In the limited marketing I could find regarding 'Dead Doll' there exists a schizophrenic approach one most often finds with some theatrical releases (a recent example is 'The Longest Yard', which started out being marketed as a typical Adam Sandler comedy before switching to a more dramatic tone in television spots). Lions Gate Films, its direct-to-DVD distributor in most territories, wants you to believe that 'Dead Doll' is a horror-thriller in the vein of its other efforts involving dolls ('May' and 'Love Object', two vastly superior films - who thought there existed the market for not one, not two, but three films concerning dolls that indirectly kill, thus distinguished from the 'Child's Play/Chucky' franchise).
Meanwhile, director Sherman plugs the film as a "Horrible Comedy" in the film's end credits, making one believe that he along with co-writer Azazel Jacobs intended the film as some sort of bizarre dark comedy with horror bits thrown in here and there. The actual film is more along the lines of the latter but awful is awful no matter what its ingredients. Perhaps the film would have been more tolerable had it been a straight horror film.

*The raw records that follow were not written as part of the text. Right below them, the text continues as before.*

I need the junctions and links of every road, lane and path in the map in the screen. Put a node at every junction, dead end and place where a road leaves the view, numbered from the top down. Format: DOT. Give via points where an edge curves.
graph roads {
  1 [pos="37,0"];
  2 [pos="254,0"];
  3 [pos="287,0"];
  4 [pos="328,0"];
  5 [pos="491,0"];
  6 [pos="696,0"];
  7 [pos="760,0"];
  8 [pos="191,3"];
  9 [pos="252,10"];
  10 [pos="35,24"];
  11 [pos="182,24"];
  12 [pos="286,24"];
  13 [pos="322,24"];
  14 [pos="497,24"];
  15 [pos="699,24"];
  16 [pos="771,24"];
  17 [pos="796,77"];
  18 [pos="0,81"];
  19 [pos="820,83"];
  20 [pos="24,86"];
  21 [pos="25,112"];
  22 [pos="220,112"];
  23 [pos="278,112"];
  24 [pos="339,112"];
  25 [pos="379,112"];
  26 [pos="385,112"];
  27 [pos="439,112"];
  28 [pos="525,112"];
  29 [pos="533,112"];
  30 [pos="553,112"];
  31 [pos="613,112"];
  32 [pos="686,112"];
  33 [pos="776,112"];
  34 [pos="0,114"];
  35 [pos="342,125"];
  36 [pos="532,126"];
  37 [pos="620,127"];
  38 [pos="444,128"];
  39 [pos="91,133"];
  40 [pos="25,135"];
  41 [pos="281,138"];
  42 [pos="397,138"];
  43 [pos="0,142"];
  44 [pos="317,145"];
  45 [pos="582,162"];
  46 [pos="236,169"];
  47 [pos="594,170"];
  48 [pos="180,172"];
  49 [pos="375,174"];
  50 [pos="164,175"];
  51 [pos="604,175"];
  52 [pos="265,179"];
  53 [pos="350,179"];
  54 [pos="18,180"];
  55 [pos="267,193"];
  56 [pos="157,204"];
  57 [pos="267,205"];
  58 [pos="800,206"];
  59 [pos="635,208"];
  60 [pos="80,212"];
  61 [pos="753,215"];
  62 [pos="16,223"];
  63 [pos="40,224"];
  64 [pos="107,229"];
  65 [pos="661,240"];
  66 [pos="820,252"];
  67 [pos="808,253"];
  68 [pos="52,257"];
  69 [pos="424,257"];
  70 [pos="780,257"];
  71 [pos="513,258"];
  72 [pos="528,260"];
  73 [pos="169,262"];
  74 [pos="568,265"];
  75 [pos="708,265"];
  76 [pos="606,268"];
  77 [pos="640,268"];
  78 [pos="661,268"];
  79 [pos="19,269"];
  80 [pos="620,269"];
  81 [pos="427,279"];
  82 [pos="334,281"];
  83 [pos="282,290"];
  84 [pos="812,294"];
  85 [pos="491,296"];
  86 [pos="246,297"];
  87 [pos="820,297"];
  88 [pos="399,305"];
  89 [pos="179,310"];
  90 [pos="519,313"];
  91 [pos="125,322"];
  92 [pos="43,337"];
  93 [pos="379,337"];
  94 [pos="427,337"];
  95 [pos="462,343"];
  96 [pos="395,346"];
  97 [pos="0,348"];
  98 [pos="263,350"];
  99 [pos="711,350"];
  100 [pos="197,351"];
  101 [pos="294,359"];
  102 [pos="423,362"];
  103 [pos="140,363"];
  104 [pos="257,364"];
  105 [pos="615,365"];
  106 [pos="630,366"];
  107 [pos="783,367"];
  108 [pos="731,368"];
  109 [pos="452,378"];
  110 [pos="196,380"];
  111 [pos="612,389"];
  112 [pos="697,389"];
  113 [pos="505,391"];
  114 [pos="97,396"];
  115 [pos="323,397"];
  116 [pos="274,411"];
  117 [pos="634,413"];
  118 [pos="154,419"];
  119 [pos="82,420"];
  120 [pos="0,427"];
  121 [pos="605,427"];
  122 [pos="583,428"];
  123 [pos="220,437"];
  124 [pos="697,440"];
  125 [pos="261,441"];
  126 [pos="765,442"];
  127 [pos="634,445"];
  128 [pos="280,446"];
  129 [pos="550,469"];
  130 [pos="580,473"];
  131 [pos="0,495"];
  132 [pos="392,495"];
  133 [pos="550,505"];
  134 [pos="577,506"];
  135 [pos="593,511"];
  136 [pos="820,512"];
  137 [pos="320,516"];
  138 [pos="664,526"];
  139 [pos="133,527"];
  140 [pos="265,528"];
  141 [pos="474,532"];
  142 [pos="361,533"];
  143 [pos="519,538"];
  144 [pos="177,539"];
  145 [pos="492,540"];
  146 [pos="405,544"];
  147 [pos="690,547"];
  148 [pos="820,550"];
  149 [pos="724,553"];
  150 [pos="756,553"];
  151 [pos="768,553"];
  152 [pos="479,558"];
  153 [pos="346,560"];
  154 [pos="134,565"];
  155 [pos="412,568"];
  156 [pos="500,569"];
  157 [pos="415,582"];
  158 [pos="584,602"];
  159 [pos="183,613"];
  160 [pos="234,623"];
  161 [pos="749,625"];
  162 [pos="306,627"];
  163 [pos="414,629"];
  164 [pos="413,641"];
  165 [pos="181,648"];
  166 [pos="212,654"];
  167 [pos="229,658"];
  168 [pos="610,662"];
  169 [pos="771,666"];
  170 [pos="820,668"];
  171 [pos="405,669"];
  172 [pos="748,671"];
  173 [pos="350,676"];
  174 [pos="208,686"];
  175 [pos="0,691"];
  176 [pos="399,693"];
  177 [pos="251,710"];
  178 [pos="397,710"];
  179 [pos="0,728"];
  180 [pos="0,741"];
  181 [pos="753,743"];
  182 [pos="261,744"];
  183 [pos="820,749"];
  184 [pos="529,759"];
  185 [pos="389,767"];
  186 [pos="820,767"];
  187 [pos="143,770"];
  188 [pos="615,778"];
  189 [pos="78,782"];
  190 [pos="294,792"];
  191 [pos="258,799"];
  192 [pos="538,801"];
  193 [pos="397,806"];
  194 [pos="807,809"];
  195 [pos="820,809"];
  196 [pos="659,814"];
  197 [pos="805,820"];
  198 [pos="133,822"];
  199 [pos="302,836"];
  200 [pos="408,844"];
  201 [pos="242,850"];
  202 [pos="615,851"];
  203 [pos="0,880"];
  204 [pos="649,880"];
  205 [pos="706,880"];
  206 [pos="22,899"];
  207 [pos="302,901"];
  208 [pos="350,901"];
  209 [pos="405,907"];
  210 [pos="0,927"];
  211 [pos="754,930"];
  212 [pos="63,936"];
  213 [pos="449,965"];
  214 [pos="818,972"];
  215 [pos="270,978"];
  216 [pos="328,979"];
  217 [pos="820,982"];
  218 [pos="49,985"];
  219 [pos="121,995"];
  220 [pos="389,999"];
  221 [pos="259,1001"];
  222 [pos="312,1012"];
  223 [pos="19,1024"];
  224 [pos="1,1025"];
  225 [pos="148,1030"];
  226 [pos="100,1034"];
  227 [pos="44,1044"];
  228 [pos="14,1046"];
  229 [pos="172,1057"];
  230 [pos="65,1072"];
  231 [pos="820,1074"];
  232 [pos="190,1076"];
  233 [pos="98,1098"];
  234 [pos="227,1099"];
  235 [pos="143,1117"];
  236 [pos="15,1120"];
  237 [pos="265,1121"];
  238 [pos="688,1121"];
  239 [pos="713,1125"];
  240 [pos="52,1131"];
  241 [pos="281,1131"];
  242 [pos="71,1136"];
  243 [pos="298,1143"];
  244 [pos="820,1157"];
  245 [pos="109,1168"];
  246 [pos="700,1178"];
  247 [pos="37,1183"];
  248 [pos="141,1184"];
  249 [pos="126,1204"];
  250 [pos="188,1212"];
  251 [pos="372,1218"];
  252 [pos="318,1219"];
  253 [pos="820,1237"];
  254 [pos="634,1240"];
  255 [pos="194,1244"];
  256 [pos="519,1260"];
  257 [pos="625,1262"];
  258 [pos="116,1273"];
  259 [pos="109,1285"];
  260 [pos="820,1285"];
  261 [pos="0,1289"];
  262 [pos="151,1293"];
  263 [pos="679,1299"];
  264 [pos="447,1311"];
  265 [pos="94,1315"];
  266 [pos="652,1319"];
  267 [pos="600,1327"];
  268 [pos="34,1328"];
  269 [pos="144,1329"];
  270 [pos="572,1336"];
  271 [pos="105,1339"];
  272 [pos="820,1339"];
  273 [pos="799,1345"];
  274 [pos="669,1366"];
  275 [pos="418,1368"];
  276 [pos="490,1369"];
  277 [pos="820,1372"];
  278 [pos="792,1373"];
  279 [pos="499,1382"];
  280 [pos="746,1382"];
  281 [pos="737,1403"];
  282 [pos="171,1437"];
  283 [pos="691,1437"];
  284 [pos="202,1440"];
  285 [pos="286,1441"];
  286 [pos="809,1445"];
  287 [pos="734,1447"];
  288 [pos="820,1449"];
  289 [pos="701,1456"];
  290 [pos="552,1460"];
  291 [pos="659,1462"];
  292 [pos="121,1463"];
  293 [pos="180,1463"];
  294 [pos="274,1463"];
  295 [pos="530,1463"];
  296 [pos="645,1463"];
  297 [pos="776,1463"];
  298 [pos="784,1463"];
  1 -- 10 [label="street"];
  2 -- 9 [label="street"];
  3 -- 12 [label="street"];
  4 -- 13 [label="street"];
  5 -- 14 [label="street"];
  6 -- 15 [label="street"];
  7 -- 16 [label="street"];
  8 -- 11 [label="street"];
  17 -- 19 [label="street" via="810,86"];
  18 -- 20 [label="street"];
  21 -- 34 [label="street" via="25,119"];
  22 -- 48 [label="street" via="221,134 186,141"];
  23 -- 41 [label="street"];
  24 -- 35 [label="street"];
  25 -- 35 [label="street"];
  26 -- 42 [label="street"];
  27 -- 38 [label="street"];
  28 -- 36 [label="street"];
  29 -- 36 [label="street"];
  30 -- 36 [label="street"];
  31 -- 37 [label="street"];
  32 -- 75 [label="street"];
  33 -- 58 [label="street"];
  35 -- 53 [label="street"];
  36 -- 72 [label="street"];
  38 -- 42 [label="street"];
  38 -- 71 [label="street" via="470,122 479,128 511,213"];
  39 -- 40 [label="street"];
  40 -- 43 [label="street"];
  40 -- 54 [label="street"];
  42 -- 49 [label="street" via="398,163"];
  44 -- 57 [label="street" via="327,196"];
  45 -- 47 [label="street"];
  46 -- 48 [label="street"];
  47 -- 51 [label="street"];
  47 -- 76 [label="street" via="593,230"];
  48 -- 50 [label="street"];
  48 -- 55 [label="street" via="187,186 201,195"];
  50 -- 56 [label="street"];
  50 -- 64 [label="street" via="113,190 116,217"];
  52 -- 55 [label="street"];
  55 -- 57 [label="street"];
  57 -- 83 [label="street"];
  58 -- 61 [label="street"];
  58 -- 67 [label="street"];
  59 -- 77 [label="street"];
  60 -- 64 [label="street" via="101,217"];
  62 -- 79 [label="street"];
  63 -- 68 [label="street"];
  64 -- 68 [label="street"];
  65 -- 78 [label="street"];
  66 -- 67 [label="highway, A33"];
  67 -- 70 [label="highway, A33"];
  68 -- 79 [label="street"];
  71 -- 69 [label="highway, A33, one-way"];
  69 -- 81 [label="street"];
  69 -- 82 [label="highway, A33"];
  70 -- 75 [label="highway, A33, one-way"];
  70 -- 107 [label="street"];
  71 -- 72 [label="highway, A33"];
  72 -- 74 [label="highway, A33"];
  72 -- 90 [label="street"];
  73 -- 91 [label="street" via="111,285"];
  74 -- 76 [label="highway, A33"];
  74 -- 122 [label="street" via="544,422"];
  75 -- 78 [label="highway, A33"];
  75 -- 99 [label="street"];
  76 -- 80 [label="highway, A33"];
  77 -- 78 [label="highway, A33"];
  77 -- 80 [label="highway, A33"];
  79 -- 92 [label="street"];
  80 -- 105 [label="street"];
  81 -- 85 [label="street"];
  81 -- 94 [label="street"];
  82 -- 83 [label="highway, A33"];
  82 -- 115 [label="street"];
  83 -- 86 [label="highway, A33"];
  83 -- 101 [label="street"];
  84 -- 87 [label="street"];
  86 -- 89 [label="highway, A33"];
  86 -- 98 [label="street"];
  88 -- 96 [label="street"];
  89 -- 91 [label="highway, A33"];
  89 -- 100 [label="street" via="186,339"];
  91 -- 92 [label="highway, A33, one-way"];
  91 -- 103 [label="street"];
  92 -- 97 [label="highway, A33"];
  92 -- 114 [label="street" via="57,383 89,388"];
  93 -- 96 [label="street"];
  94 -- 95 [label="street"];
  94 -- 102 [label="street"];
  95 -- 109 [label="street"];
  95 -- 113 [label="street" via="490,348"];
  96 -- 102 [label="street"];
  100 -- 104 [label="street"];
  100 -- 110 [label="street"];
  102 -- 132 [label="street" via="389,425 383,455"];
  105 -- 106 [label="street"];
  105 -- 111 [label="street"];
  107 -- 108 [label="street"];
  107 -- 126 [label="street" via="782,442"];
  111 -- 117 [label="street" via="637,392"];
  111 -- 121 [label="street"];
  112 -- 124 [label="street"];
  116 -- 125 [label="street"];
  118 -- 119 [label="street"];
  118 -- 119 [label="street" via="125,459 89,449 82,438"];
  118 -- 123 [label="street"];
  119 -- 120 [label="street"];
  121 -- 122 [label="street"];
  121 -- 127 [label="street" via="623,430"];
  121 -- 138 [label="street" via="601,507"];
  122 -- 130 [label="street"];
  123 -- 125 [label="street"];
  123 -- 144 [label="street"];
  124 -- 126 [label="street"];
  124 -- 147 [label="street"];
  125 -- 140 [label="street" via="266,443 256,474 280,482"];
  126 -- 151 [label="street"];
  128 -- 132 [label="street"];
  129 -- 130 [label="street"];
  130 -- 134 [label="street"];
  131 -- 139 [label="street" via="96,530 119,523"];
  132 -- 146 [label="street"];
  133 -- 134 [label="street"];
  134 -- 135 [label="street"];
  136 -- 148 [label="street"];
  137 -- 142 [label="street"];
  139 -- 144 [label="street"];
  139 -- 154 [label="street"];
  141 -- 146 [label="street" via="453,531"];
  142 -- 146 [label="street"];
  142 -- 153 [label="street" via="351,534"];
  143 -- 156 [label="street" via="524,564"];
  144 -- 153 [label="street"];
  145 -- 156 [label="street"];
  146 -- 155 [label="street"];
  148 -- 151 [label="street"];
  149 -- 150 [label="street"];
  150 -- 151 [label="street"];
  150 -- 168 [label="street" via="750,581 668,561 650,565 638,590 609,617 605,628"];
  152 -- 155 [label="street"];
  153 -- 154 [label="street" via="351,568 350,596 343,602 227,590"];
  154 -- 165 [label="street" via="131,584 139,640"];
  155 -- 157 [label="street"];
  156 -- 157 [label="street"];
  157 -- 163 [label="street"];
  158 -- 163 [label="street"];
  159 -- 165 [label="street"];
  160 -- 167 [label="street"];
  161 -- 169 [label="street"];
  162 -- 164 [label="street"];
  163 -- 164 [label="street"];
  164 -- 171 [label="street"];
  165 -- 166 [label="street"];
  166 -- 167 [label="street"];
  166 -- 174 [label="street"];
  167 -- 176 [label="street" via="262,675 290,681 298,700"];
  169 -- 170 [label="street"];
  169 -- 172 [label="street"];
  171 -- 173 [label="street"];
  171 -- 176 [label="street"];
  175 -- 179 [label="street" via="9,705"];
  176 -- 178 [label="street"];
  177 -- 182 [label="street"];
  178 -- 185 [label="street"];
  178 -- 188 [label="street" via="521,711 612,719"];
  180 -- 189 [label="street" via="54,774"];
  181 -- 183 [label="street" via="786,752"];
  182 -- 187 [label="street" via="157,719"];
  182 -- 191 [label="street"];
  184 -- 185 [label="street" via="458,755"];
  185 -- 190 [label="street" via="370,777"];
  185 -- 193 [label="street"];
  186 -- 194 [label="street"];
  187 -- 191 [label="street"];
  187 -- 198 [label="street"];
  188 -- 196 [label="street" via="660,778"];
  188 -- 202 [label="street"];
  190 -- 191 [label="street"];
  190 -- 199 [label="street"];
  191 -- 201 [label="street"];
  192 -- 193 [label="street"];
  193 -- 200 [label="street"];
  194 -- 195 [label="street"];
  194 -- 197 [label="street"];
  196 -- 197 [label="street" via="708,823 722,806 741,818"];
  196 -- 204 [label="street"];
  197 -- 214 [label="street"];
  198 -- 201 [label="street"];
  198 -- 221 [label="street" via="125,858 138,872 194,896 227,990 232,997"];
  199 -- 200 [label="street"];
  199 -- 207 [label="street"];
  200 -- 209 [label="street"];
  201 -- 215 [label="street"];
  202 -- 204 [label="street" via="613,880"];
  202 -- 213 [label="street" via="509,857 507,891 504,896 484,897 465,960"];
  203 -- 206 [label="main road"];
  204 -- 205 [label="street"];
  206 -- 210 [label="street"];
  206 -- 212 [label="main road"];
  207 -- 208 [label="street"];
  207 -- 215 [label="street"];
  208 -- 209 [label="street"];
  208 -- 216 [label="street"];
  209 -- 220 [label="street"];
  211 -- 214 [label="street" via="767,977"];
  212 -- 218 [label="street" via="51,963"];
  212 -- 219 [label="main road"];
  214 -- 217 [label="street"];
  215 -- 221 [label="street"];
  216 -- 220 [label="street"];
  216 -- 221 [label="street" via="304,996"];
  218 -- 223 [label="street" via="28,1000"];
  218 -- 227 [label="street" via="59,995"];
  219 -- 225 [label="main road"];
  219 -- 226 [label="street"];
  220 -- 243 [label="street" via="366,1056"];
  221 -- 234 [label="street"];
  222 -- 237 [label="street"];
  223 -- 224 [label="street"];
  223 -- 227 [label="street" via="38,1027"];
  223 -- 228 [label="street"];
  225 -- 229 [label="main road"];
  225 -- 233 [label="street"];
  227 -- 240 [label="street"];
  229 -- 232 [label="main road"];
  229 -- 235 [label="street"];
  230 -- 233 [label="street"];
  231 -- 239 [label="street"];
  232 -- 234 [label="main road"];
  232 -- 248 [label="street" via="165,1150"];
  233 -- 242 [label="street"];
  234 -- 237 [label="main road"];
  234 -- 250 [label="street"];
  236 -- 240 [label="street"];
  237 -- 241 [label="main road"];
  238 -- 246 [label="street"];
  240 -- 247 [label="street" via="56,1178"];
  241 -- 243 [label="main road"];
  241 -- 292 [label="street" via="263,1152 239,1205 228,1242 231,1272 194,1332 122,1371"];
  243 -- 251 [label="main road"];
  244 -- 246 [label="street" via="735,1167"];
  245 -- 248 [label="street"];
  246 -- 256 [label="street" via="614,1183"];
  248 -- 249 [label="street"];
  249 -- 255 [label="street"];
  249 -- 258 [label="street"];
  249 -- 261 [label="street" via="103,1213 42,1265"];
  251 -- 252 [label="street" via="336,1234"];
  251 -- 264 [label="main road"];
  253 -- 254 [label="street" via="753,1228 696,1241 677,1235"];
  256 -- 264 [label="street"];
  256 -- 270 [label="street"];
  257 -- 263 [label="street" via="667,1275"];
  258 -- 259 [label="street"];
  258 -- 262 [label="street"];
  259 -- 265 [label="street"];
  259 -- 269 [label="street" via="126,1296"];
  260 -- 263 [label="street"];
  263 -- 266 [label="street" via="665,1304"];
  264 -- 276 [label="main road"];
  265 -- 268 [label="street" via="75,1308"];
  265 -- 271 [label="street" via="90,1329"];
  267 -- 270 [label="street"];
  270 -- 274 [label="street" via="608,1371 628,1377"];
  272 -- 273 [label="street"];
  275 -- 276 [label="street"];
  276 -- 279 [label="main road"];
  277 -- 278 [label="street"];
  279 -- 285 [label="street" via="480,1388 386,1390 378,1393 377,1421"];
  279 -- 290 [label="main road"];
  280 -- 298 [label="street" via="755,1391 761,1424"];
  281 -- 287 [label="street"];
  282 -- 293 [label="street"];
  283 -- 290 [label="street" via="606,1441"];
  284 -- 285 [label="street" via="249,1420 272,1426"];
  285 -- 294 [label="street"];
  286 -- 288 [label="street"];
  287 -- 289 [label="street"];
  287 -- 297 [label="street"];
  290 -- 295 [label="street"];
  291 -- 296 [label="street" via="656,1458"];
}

'Dead Doll' is terrible on so many levels it is difficult to decide where to begin the metaphoric beat-down. Well, might as well start with the way in which Sherman and Azazel's script and Sherman's direction come across as nothing more than a bunch of loosely connected scenes lacking anything resembling coherence. The film starts by detailing a man who has a naked woman (Romi Koch) chained-up in his apartment surrounding by a various sundry of avant garde art pieces as he works on a plaster of Paris model of said woman while mumbling a bunch of incomprehensible mumbo-jumbo. Then the film inadvertently switches to a pair of repairmen who stumble across the title doll, a rather harmless looking creation. Well, one of them proceeds to attempt to "make love" to it and but promptly dies in an undesirably painful fashion while the doll tells the man that he shouldn't have done that (shown by focusing the camera on the doll's lips as words come out without it moving at all). What follows from here is a cadre of similar scenes as different men (and women) are seduced in an unexplained way by the doll and all die horrible deaths as a result. Oh yeah, the film sometimes cuts back to the man making the model while molesting and beating trapped woman. Oh joy.
The production values do anything but aid the filmmakers as the film looks like something created by a group of (perverted) high school students on their spare time, from the unfocused cinematography (if you can even call it that) to the obviously recycled sets (the same room is used as the home of five unrelated people) 'Dead Doll' is about as far from a polished production as one can get. Not to mention the acting which is also high school level at best as the actors all act with the unfounded belief that they are making a Broadway musical or something similarly grand, shouting their lines with annoying gusto. As the trapped and continuously tortured prisoner, Koch whines each and every line like a five-year-old who was just told that he or she couldn't get the toy he or she wanted at the store.
Don't come within 100 feet of 'Dead Doll.' If you do, run in the opposite direction as if your life depended on it.